Education in Vietnam
By Shauna Regan
Education. It is singularly one of the most important words in Vietnam and I feel quite special to have added to it a small bit. It holds a value in Vietnam that I have never seen in any other country. Like the director of CSDS once said to us; ‘Education is the key to change’. In my one month of living and working with Vietnamese people, there is nothing they hold higher than education. Not money. Not fame. Just plain and simple, educate yourself for a better life. They believe it is their solution to get out of poverty, their answer to inequalities and their general hope for the future.
For two weeks, we taught English classes to girls and boys around the ages of 11. It is an incredibly refreshing feeling to teach students who want to learn, to have teachers that enthusiastically support you and to have schools that actually want to make a difference. A difference to children’s lives that will open them up to opportunities. Opportunities to go to third level education. Opportunities to get a good job. An opportunity to succeed.
Success for their children is all that Vietnamese parents want. Vietnamese parents push their children to do well in school so they can have better lives than the ones they did. They don’t want their children to live through hardship like they did. Vietnamese kids want to better themselves. They want to absorb knowledge and are so open to new ways of learning. The kids I taught respect their parents’ wishes for their education and they also have a huge respect for whoever it is educating them.

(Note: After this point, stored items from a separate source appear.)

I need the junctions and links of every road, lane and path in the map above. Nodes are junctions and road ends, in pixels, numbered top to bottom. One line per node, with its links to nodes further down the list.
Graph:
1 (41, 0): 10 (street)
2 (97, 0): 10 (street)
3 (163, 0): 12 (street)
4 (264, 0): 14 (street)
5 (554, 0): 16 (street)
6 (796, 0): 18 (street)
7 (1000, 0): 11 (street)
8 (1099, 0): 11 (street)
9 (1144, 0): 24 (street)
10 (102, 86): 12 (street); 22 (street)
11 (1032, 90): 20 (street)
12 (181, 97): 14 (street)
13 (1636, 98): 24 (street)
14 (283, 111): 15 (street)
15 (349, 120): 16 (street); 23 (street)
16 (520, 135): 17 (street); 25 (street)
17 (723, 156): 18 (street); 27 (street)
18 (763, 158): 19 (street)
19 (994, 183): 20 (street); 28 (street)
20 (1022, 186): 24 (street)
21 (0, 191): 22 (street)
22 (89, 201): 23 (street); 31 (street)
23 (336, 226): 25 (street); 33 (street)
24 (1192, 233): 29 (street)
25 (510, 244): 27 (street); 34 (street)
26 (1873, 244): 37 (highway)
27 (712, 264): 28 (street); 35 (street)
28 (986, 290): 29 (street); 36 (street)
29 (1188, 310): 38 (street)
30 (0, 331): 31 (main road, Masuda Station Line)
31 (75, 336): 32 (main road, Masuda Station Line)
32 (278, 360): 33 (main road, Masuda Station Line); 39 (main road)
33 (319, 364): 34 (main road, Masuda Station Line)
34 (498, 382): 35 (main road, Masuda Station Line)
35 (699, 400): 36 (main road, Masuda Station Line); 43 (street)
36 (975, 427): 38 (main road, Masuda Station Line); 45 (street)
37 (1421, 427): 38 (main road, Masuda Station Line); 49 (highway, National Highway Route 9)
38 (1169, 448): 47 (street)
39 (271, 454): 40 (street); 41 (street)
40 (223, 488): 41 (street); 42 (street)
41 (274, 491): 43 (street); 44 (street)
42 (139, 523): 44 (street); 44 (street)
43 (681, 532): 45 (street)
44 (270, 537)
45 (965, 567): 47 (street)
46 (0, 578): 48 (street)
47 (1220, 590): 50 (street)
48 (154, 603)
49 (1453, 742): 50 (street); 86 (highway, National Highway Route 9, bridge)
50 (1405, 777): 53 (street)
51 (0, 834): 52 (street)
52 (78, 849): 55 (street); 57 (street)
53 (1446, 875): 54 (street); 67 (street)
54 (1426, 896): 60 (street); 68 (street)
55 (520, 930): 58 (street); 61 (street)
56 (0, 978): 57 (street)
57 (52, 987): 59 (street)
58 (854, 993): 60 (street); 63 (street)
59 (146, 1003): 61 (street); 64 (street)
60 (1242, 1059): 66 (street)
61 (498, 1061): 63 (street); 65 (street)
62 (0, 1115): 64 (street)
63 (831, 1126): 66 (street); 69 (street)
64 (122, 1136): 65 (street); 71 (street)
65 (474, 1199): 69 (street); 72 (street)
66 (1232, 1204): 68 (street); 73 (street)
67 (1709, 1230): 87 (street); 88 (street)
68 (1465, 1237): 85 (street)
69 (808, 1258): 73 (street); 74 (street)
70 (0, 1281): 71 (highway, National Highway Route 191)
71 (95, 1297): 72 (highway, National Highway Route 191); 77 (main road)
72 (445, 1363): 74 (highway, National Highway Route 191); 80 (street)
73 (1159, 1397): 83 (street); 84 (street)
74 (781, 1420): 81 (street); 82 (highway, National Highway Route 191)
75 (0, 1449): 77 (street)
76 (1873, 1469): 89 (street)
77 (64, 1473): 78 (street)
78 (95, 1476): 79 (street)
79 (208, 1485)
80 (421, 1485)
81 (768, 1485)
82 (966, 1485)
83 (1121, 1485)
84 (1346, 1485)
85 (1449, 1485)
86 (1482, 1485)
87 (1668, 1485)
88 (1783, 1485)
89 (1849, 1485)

Vietnamese educators just want to do better for their students. They want to improve themselves so that they can improve their classes.
All in all it’s just this big cycle that continues on and on and in the end the result is clear; Education does lead to success. Whether it’s just success in graduating from High School or in gaining a degree, it is success and the Vietnamese take great pride in it. Like the American Philosopher Allan Bloom once said ‘Education is the movement from darkness to light’. This is something I truly believe and I think most if not all of Vietnam do too.